> _Your instructions_: Leave out the pictures and set down the rest of the listing below word for word.
-------- Source information
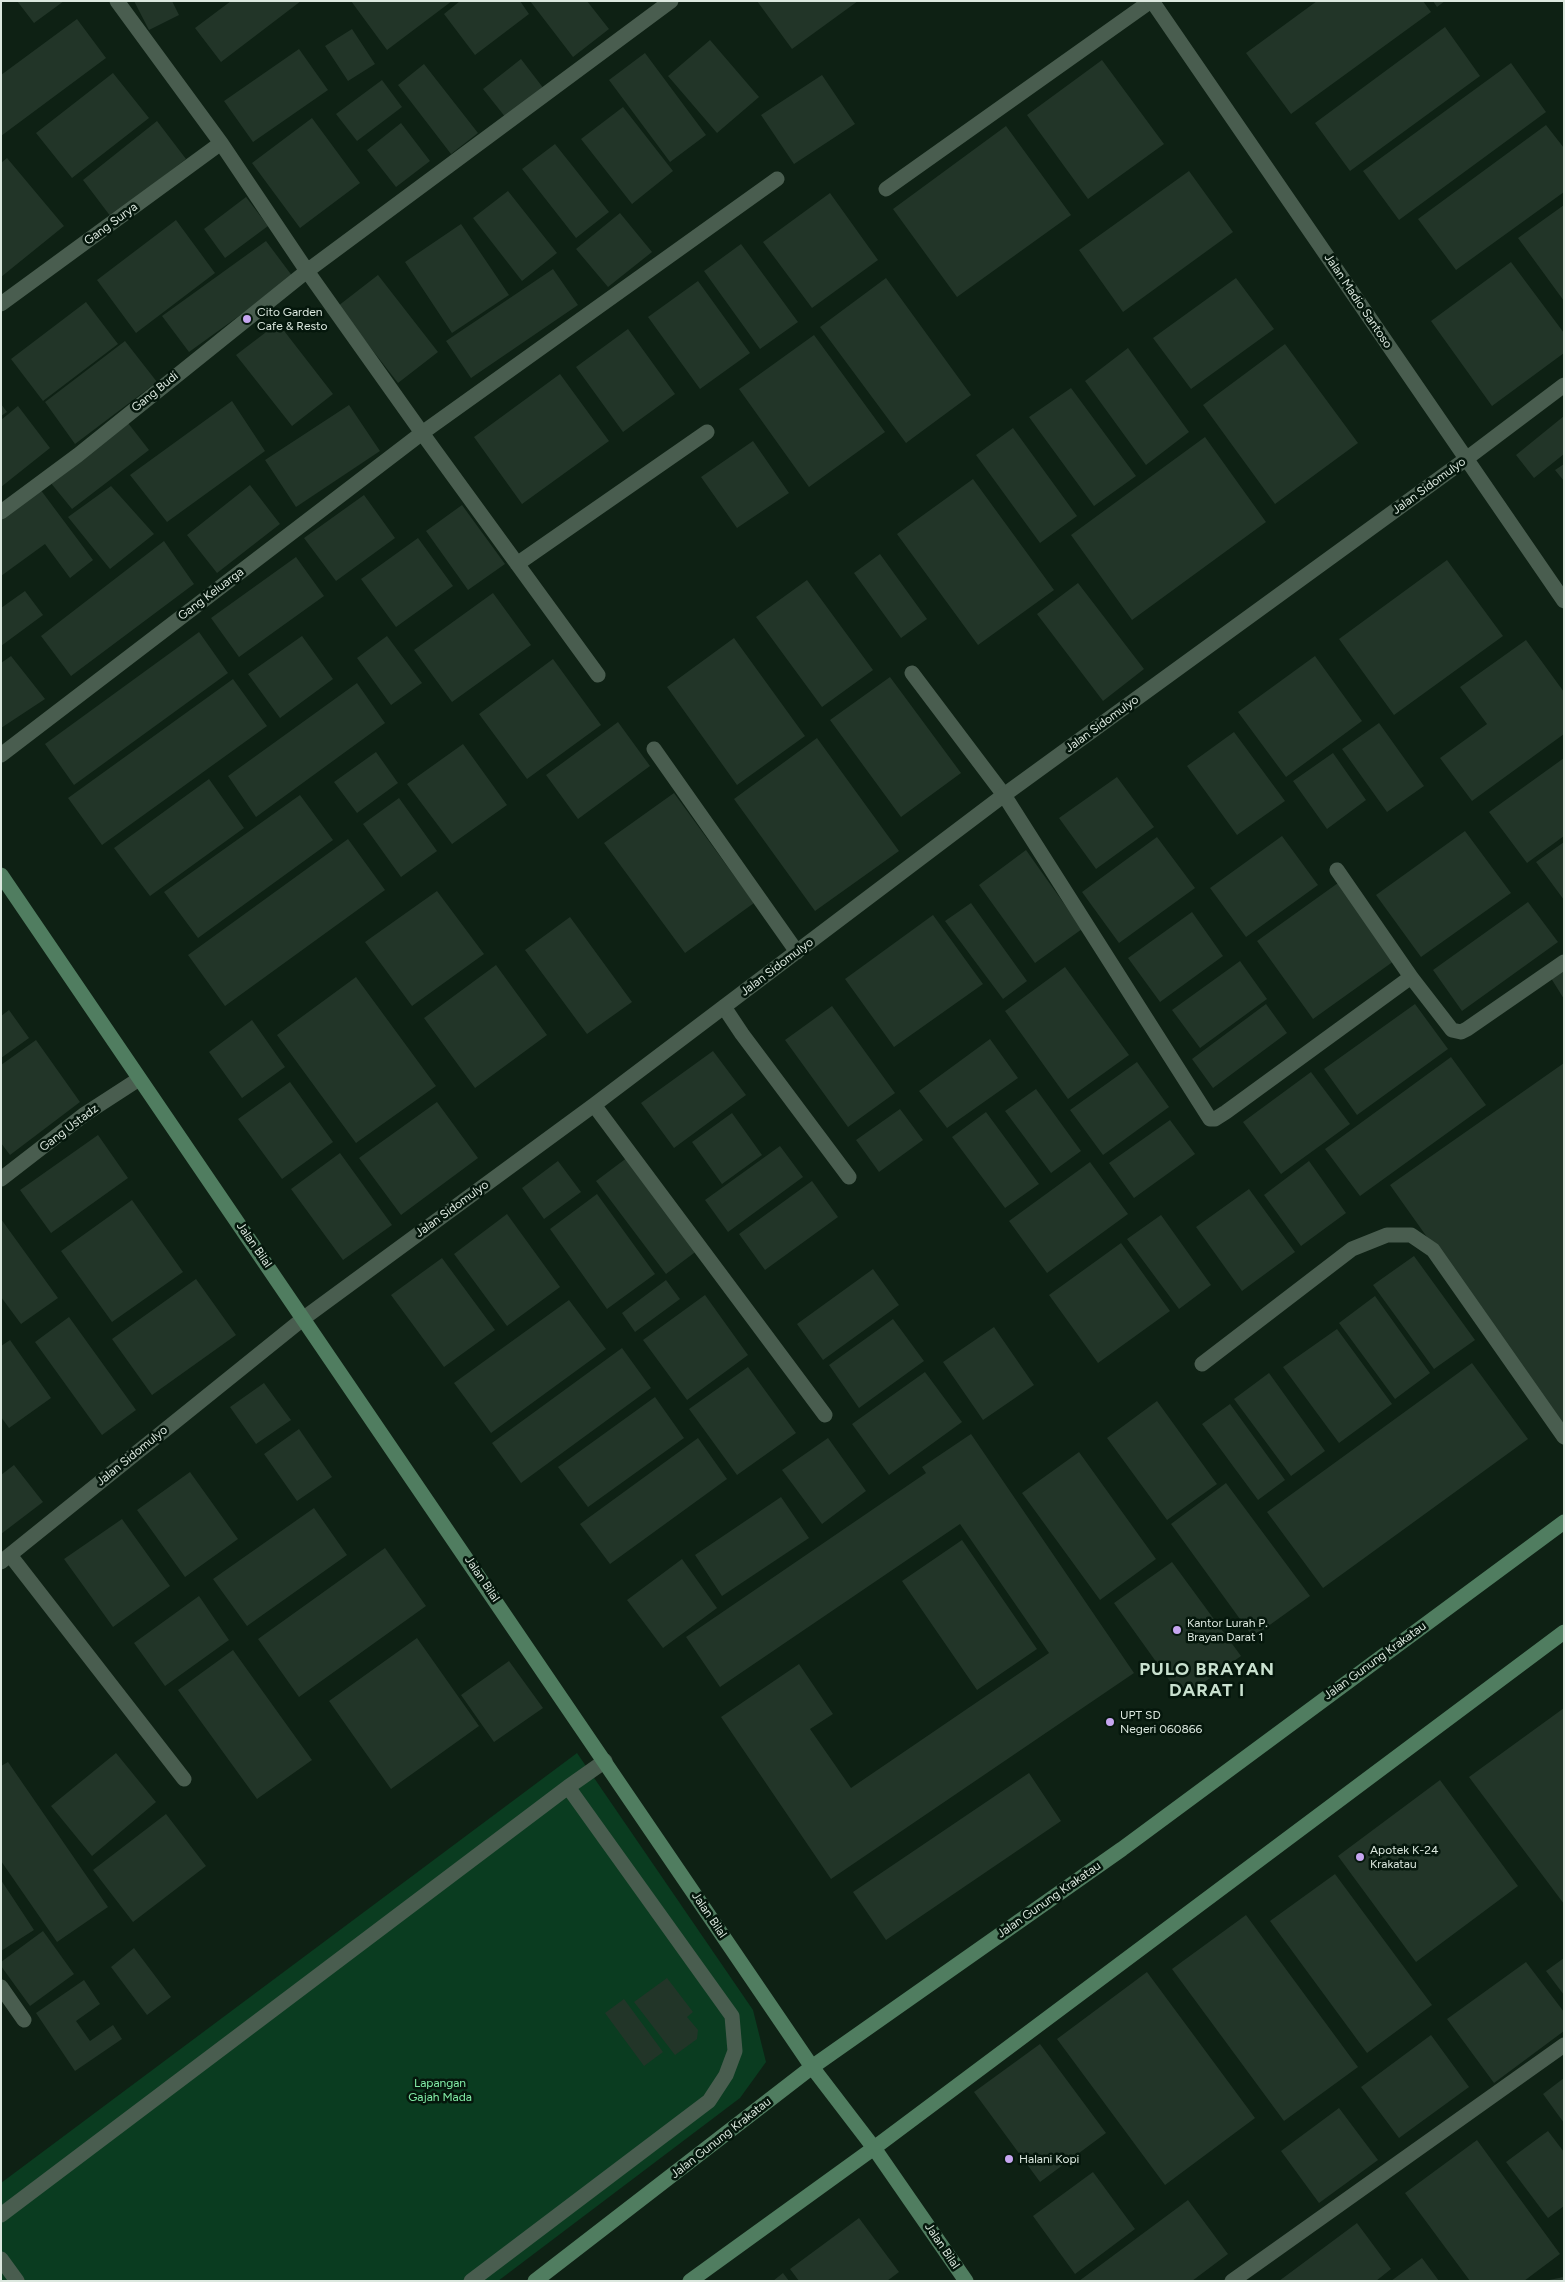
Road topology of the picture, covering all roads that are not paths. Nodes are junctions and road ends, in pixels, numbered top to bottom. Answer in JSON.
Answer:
{"nodes":[{"id":1,"x":118,"y":1,"type":"edge"},
{"id":2,"x":671,"y":1,"type":"edge"},
{"id":3,"x":1152,"y":1,"type":"edge"},
{"id":4,"x":221,"y":143,"type":"junction"},
{"id":5,"x":777,"y":179,"type":"dead end"},
{"id":6,"x":886,"y":189,"type":"dead end"},
{"id":7,"x":307,"y":270,"type":"junction"},
{"id":8,"x":1,"y":304,"type":"edge"},
{"id":9,"x":1564,"y":385,"type":"edge"},
{"id":10,"x":708,"y":432,"type":"dead end"},
{"id":11,"x":422,"y":433,"type":"junction"},
{"id":12,"x":1466,"y":459,"type":"junction"},
{"id":13,"x":1,"y":512,"type":"edge"},
{"id":14,"x":517,"y":564,"type":"junction"},
{"id":15,"x":1564,"y":601,"type":"edge"},
{"id":16,"x":912,"y":673,"type":"dead end"},
{"id":17,"x":598,"y":675,"type":"dead end"},
{"id":18,"x":654,"y":750,"type":"dead end"},
{"id":19,"x":1,"y":755,"type":"edge"},
{"id":20,"x":1004,"y":795,"type":"junction"},
{"id":21,"x":1337,"y":870,"type":"dead end"},
{"id":22,"x":1,"y":875,"type":"edge"},
{"id":23,"x":798,"y":952,"type":"junction"},
{"id":24,"x":1564,"y":962,"type":"edge"},
{"id":25,"x":1411,"y":976,"type":"junction"},
{"id":26,"x":724,"y":1007,"type":"junction"},
{"id":27,"x":139,"y":1079,"type":"junction"},
{"id":28,"x":594,"y":1104,"type":"junction"},
{"id":29,"x":849,"y":1177,"type":"dead end"},
{"id":30,"x":1,"y":1179,"type":"edge"},
{"id":31,"x":304,"y":1318,"type":"junction"},
{"id":32,"x":1202,"y":1364,"type":"dead end"},
{"id":33,"x":825,"y":1414,"type":"dead end"},
{"id":34,"x":1564,"y":1437,"type":"edge"},
{"id":35,"x":1564,"y":1522,"type":"edge"},
{"id":36,"x":6,"y":1558,"type":"edge"},
{"id":37,"x":1564,"y":1632,"type":"edge"},
{"id":38,"x":605,"y":1761,"type":"junction"},
{"id":39,"x":184,"y":1779,"type":"dead end"},
{"id":40,"x":568,"y":1787,"type":"junction"},
{"id":41,"x":1,"y":1987,"type":"edge"},
{"id":42,"x":24,"y":2020,"type":"dead end"},
{"id":43,"x":1564,"y":2045,"type":"edge"},
{"id":44,"x":812,"y":2067,"type":"junction"},
{"id":45,"x":874,"y":2148,"type":"junction"},
{"id":46,"x":1,"y":2215,"type":"edge"},
{"id":47,"x":1,"y":2259,"type":"edge"},
{"id":48,"x":17,"y":2281,"type":"edge"},
{"id":49,"x":471,"y":2281,"type":"edge"},
{"id":50,"x":535,"y":2281,"type":"edge"},
{"id":51,"x":690,"y":2281,"type":"edge"},
{"id":52,"x":966,"y":2281,"type":"edge"},
{"id":53,"x":1232,"y":2281,"type":"edge"}],
"edges":[{"from":1,"to":4,"type":"street"},
{"from":2,"to":7,"type":"street","name":"Gang Budi"},
{"from":3,"to":6,"type":"street"},
{"from":3,"to":12,"type":"street","name":"Jalan Madio Santoso"},
{"from":4,"to":7,"type":"street"},
{"from":4,"to":8,"type":"street","name":"Gang Surya"},
{"from":5,"to":11,"type":"street","name":"Gang Keluarga"},
{"from":7,"to":11,"type":"street"},
{"from":7,"to":13,"type":"street","name":"Gang Budi"},
{"from":9,"to":12,"type":"street","name":"Jalan Sidomulyo"},
{"from":10,"to":14,"type":"street"},
{"from":11,"to":14,"type":"street"},
{"from":11,"to":19,"type":"street","name":"Gang Keluarga"},
{"from":12,"to":15,"type":"street","name":"Jalan Madio Santoso"},
{"from":12,"to":20,"type":"street","name":"Jalan Sidomulyo"},
{"from":14,"to":17,"type":"street"},
{"from":16,"to":20,"type":"street"},
{"from":18,"to":23,"type":"street"},
{"from":20,"to":23,"type":"street","name":"Jalan Sidomulyo"},
{"from":20,"to":25,"type":"street"},
{"from":21,"to":25,"type":"street"},
{"from":22,"to":27,"type":"main road","name":"Jalan Bilal"},
{"from":23,"to":26,"type":"street","name":"Jalan Sidomulyo"},
{"from":24,"to":25,"type":"street"},
{"from":26,"to":28,"type":"street","name":"Jalan Sidomulyo"},
{"from":26,"to":29,"type":"street"},
{"from":27,"to":30,"type":"street","name":"Gang Ustadz"},
{"from":27,"to":31,"type":"main road","name":"Jalan Bilal"},
{"from":28,"to":31,"type":"street","name":"Jalan Sidomulyo"},
{"from":28,"to":33,"type":"street"},
{"from":31,"to":36,"type":"street","name":"Jalan Sidomulyo"},
{"from":31,"to":38,"type":"main road","name":"Jalan Bilal"},
{"from":32,"to":34,"type":"street"},
{"from":35,"to":44,"type":"main road","name":"Jalan Gunung Krakatau"},
{"from":36,"to":39,"type":"street"},
{"from":37,"to":45,"type":"main road"},
{"from":38,"to":40,"type":"street"},
{"from":38,"to":44,"type":"main road","name":"Jalan Bilal"},
{"from":40,"to":46,"type":"street"},
{"from":40,"to":49,"type":"street"},
{"from":41,"to":42,"type":"street"},
{"from":43,"to":53,"type":"street"},
{"from":44,"to":45,"type":"main road","name":"Jalan Bilal"},
{"from":44,"to":50,"type":"main road","name":"Jalan Gunung Krakatau"},
{"from":45,"to":51,"type":"main road"},
{"from":45,"to":52,"type":"main road","name":"Jalan Bilal"},
{"from":47,"to":48,"type":"street"}]}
----------------
> _Task result_:
Road topology of the picture, covering all roads that are not paths. Nodes are junctions and road ends, in pixels, numbered top to bottom. Answer in JSON.
Answer:
{"nodes":[{"id":1,"x":118,"y":1,"type":"edge"},
{"id":2,"x":671,"y":1,"type":"edge"},
{"id":3,"x":1152,"y":1,"type":"edge"},
{"id":4,"x":221,"y":143,"type":"junction"},
{"id":5,"x":777,"y":179,"type":"dead end"},
{"id":6,"x":886,"y":189,"type":"dead end"},
{"id":7,"x":307,"y":270,"type":"junction"},
{"id":8,"x":1,"y":304,"type":"edge"},
{"id":9,"x":1564,"y":385,"type":"edge"},
{"id":10,"x":708,"y":432,"type":"dead end"},
{"id":11,"x":422,"y":433,"type":"junction"},
{"id":12,"x":1466,"y":459,"type":"junction"},
{"id":13,"x":1,"y":512,"type":"edge"},
{"id":14,"x":517,"y":564,"type":"junction"},
{"id":15,"x":1564,"y":601,"type":"edge"},
{"id":16,"x":912,"y":673,"type":"dead end"},
{"id":17,"x":598,"y":675,"type":"dead end"},
{"id":18,"x":654,"y":750,"type":"dead end"},
{"id":19,"x":1,"y":755,"type":"edge"},
{"id":20,"x":1004,"y":795,"type":"junction"},
{"id":21,"x":1337,"y":870,"type":"dead end"},
{"id":22,"x":1,"y":875,"type":"edge"},
{"id":23,"x":798,"y":952,"type":"junction"},
{"id":24,"x":1564,"y":962,"type":"edge"},
{"id":25,"x":1411,"y":976,"type":"junction"},
{"id":26,"x":724,"y":1007,"type":"junction"},
{"id":27,"x":139,"y":1079,"type":"junction"},
{"id":28,"x":594,"y":1104,"type":"junction"},
{"id":29,"x":849,"y":1177,"type":"dead end"},
{"id":30,"x":1,"y":1179,"type":"edge"},
{"id":31,"x":304,"y":1318,"type":"junction"},
{"id":32,"x":1202,"y":1364,"type":"dead end"},
{"id":33,"x":825,"y":1414,"type":"dead end"},
{"id":34,"x":1564,"y":1437,"type":"edge"},
{"id":35,"x":1564,"y":1522,"type":"edge"},
{"id":36,"x":6,"y":1558,"type":"edge"},
{"id":37,"x":1564,"y":1632,"type":"edge"},
{"id":38,"x":605,"y":1761,"type":"junction"},
{"id":39,"x":184,"y":1779,"type":"dead end"},
{"id":40,"x":568,"y":1787,"type":"junction"},
{"id":41,"x":1,"y":1987,"type":"edge"},
{"id":42,"x":24,"y":2020,"type":"dead end"},
{"id":43,"x":1564,"y":2045,"type":"edge"},
{"id":44,"x":812,"y":2067,"type":"junction"},
{"id":45,"x":874,"y":2148,"type":"junction"},
{"id":46,"x":1,"y":2215,"type":"edge"},
{"id":47,"x":1,"y":2259,"type":"edge"},
{"id":48,"x":17,"y":2281,"type":"edge"},
{"id":49,"x":471,"y":2281,"type":"edge"},
{"id":50,"x":535,"y":2281,"type":"edge"},
{"id":51,"x":690,"y":2281,"type":"edge"},
{"id":52,"x":966,"y":2281,"type":"edge"},
{"id":53,"x":1232,"y":2281,"type":"edge"}],
"edges":[{"from":1,"to":4,"type":"street"},
{"from":2,"to":7,"type":"street","name":"Gang Budi"},
{"from":3,"to":6,"type":"street"},
{"from":3,"to":12,"type":"street","name":"Jalan Madio Santoso"},
{"from":4,"to":7,"type":"street"},
{"from":4,"to":8,"type":"street","name":"Gang Surya"},
{"from":5,"to":11,"type":"street","name":"Gang Keluarga"},
{"from":7,"to":11,"type":"street"},
{"from":7,"to":13,"type":"street","name":"Gang Budi"},
{"from":9,"to":12,"type":"street","name":"Jalan Sidomulyo"},
{"from":10,"to":14,"type":"street"},
{"from":11,"to":14,"type":"street"},
{"from":11,"to":19,"type":"street","name":"Gang Keluarga"},
{"from":12,"to":15,"type":"street","name":"Jalan Madio Santoso"},
{"from":12,"to":20,"type":"street","name":"Jalan Sidomulyo"},
{"from":14,"to":17,"type":"street"},
{"from":16,"to":20,"type":"street"},
{"from":18,"to":23,"type":"street"},
{"from":20,"to":23,"type":"street","name":"Jalan Sidomulyo"},
{"from":20,"to":25,"type":"street"},
{"from":21,"to":25,"type":"street"},
{"from":22,"to":27,"type":"main road","name":"Jalan Bilal"},
{"from":23,"to":26,"type":"street","name":"Jalan Sidomulyo"},
{"from":24,"to":25,"type":"street"},
{"from":26,"to":28,"type":"street","name":"Jalan Sidomulyo"},
{"from":26,"to":29,"type":"street"},
{"from":27,"to":30,"type":"street","name":"Gang Ustadz"},
{"from":27,"to":31,"type":"main road","name":"Jalan Bilal"},
{"from":28,"to":31,"type":"street","name":"Jalan Sidomulyo"},
{"from":28,"to":33,"type":"street"},
{"from":31,"to":36,"type":"street","name":"Jalan Sidomulyo"},
{"from":31,"to":38,"type":"main road","name":"Jalan Bilal"},
{"from":32,"to":34,"type":"street"},
{"from":35,"to":44,"type":"main road","name":"Jalan Gunung Krakatau"},
{"from":36,"to":39,"type":"street"},
{"from":37,"to":45,"type":"main road"},
{"from":38,"to":40,"type":"street"},
{"from":38,"to":44,"type":"main road","name":"Jalan Bilal"},
{"from":40,"to":46,"type":"street"},
{"from":40,"to":49,"type":"street"},
{"from":41,"to":42,"type":"street"},
{"from":43,"to":53,"type":"street"},
{"from":44,"to":45,"type":"main road","name":"Jalan Bilal"},
{"from":44,"to":50,"type":"main road","name":"Jalan Gunung Krakatau"},
{"from":45,"to":51,"type":"main road"},
{"from":45,"to":52,"type":"main road","name":"Jalan Bilal"},
{"from":47,"to":48,"type":"street"}]}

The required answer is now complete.